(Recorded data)
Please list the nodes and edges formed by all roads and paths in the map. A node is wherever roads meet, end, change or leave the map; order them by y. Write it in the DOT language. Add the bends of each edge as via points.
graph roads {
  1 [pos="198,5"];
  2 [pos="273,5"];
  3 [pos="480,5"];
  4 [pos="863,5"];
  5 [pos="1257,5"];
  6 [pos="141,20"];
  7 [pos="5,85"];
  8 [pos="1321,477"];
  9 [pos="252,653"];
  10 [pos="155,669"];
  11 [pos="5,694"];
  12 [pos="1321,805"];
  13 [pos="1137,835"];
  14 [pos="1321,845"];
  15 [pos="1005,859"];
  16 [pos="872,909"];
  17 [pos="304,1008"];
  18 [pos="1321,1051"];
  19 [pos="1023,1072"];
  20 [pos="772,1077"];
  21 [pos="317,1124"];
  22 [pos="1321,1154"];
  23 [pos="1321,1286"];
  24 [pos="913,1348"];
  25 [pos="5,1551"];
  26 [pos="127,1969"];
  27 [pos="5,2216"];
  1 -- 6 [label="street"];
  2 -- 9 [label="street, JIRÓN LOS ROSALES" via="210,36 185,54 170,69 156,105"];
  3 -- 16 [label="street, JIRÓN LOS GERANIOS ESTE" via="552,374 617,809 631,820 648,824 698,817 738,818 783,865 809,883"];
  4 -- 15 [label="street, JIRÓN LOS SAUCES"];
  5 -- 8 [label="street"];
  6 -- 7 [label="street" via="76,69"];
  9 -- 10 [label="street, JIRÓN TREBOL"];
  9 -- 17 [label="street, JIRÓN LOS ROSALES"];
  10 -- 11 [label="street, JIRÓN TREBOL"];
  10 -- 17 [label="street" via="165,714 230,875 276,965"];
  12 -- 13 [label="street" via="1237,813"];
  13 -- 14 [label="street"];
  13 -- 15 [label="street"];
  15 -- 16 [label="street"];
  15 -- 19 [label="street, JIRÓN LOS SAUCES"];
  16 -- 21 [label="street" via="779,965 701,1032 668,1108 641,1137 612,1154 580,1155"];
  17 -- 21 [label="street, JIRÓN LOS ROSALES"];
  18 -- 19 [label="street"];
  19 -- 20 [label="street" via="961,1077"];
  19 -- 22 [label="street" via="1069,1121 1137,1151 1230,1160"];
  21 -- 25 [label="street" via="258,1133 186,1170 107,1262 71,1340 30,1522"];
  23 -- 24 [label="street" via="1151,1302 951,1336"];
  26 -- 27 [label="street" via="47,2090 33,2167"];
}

*Exercise*
Where a line above holds the string "ROSALES", show that line.

*Response box*
  2 -- 9 [label="street, JIRÓN LOS ROSALES" via="210,36 185,54 170,69 156,105"];
  9 -- 17 [label="street, JIRÓN LOS ROSALES"];
  17 -- 21 [label="street, JIRÓN LOS ROSALES"];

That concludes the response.